Generally, CCFL 21 light intensity in region A decreases with increasing distance away from the CCFL 21. Thus, the configuration of the diffusion dots 26 in region A can increase the uniformity of illumination on the emission surface 221 of the LGP 22, because intensity of light beams emitted from the emission surface 221 is substantially proportional to the sizes of the corresponding diffusion dots 26.
However, illumination in both regions A and B is uneven. One reason for this is because light beams are reflected by the side reflector 29 from region A back into region B, and the columns of the diffusion dots 26 in region B are spaced different respective distances from the side reflector 29. That is, the diffusion dots 26 in respective different columns in region B receive light beams having different intensities. Therefore, light beams do not emit uniformly from the part of the emission surface 221 corresponding to region B. Another reason is that the two side reflectors 29 that are adjacent to the two side surfaces 225 have a similar effect to the above-described operation of the side reflector 29 that is distal from region A. This contribution by these side reflectors 29 results in further uneven illumination between the side surfaces 225, in both regions A and B. Therefore, light beams do not emit uniformly from the part of the emission surface 221 corresponding to both regions A and B (i.e., the entire emission surface 221 of the LGP 22).
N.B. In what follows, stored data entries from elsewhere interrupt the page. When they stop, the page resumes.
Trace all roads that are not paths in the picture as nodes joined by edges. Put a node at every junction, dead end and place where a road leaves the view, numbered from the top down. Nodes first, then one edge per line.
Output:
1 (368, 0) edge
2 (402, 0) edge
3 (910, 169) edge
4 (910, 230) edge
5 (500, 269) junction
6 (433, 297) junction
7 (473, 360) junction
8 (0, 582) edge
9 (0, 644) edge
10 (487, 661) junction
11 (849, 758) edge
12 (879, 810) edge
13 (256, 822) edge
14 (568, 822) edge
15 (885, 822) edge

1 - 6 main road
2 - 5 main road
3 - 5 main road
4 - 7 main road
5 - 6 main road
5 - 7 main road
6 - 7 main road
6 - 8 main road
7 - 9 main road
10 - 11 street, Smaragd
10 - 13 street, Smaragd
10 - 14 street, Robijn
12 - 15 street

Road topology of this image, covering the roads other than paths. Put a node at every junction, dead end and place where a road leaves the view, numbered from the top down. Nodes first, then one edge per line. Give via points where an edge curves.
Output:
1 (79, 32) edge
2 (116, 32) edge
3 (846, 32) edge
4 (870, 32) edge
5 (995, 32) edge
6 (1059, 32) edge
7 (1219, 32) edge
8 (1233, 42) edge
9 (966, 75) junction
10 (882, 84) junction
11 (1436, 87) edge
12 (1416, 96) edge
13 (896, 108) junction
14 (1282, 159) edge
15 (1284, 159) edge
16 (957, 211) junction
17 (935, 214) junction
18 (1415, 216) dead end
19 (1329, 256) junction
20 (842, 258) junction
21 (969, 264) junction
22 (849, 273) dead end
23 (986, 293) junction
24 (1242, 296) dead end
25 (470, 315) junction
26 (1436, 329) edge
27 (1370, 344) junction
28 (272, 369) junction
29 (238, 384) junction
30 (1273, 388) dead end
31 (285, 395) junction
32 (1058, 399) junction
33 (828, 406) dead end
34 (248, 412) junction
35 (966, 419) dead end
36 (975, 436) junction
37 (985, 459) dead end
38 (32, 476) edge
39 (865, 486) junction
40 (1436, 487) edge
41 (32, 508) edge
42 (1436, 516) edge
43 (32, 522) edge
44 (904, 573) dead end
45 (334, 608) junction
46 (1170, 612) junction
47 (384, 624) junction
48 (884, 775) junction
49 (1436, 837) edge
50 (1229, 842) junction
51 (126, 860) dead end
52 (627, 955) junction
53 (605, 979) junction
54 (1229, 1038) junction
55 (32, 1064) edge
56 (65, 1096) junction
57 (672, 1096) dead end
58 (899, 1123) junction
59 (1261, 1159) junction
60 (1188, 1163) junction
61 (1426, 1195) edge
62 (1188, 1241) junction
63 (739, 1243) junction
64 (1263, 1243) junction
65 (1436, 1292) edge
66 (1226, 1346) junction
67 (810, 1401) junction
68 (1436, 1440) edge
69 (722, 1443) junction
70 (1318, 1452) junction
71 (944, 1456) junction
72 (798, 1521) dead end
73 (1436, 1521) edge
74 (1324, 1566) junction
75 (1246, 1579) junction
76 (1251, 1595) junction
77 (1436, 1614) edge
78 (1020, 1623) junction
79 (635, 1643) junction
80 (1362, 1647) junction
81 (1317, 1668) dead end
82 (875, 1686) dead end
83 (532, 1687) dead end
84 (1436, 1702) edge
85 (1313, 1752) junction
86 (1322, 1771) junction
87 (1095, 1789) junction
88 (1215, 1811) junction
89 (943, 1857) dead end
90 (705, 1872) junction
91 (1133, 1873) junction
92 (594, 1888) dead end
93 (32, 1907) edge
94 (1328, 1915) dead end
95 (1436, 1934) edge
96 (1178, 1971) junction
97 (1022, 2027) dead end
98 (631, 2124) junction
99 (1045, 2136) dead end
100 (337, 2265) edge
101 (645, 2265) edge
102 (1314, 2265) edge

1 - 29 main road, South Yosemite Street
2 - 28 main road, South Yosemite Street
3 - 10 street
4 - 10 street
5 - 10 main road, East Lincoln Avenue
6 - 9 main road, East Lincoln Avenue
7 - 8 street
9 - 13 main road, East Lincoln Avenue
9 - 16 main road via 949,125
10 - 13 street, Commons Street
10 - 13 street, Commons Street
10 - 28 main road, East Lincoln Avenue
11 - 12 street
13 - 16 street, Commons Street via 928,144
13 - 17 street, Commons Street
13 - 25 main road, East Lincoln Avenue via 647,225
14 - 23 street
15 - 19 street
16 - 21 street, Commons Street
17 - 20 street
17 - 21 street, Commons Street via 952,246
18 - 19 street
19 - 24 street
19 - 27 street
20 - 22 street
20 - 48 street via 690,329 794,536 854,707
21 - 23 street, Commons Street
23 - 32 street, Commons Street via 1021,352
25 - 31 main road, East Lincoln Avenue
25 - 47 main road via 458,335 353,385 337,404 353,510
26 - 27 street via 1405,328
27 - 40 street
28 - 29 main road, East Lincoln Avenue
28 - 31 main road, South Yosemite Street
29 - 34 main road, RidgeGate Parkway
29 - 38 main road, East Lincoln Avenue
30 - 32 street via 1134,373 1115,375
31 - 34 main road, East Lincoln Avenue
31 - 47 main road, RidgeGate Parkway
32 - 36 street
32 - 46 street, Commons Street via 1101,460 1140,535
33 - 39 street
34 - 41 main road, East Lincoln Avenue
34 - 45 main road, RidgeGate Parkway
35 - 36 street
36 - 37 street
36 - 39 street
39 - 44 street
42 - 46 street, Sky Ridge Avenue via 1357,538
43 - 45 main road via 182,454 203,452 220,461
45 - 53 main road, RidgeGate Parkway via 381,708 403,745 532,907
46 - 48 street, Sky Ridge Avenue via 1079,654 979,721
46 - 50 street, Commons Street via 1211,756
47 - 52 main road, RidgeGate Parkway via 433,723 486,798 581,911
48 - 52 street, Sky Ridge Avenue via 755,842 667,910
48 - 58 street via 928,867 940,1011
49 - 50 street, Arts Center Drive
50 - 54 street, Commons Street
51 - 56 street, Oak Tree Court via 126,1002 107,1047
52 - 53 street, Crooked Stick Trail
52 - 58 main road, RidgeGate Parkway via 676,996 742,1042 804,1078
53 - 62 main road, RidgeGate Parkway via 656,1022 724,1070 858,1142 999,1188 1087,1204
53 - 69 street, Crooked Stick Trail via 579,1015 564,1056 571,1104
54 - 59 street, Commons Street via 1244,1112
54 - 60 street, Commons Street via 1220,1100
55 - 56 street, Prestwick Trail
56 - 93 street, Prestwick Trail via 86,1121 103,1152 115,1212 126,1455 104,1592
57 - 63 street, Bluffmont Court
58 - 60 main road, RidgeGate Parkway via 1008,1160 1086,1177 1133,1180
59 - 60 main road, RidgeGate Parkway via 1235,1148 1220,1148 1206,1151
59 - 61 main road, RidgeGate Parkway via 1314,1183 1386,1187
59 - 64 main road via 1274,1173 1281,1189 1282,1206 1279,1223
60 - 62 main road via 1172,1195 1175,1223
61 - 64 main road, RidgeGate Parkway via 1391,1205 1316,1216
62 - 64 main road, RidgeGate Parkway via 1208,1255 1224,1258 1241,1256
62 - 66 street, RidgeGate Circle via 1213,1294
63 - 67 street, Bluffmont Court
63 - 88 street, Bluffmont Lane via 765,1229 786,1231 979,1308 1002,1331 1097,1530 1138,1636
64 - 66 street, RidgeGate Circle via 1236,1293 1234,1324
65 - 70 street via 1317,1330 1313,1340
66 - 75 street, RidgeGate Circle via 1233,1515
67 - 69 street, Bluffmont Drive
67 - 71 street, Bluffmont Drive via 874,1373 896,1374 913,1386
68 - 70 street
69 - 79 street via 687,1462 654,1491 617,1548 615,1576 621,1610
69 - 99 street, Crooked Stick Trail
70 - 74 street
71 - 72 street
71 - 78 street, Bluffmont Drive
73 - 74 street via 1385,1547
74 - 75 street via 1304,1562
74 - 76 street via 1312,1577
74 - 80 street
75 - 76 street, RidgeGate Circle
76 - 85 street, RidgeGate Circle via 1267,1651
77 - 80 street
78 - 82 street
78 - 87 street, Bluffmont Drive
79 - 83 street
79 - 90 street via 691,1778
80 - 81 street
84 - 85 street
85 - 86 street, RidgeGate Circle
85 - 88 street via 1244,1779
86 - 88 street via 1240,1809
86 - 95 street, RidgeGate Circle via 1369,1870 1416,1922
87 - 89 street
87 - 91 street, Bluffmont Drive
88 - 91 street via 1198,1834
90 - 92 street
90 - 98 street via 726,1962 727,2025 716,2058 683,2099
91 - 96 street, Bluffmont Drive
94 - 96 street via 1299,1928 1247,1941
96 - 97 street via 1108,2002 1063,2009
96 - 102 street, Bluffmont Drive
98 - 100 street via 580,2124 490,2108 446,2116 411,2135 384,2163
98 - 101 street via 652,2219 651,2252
In summary, respective distributions of the diffusion dots 26 in regions A and B result in non-uniform illumination over the whole emission surface 221 of the LGP 22.
Furthermore, if the CCFL 21 is replaced by a series of point sources such as LEDs, the uniformity of illumination of the backlight module is generally unsatisfactory. That is, the limited lighting characteristics of the LEDs result in a plurality of darker areas, generally between adjacent LEDs, being created in the LGP 22. In conclusion, it is very problematic to provide even illumination throughout the entire emission surface 221 of the LGP 22.
What is needed, therefore, is a backlight module that overcomes the above-mentioned problems and thereby provide more even illumination throughout the entire emission surface of a given LGP.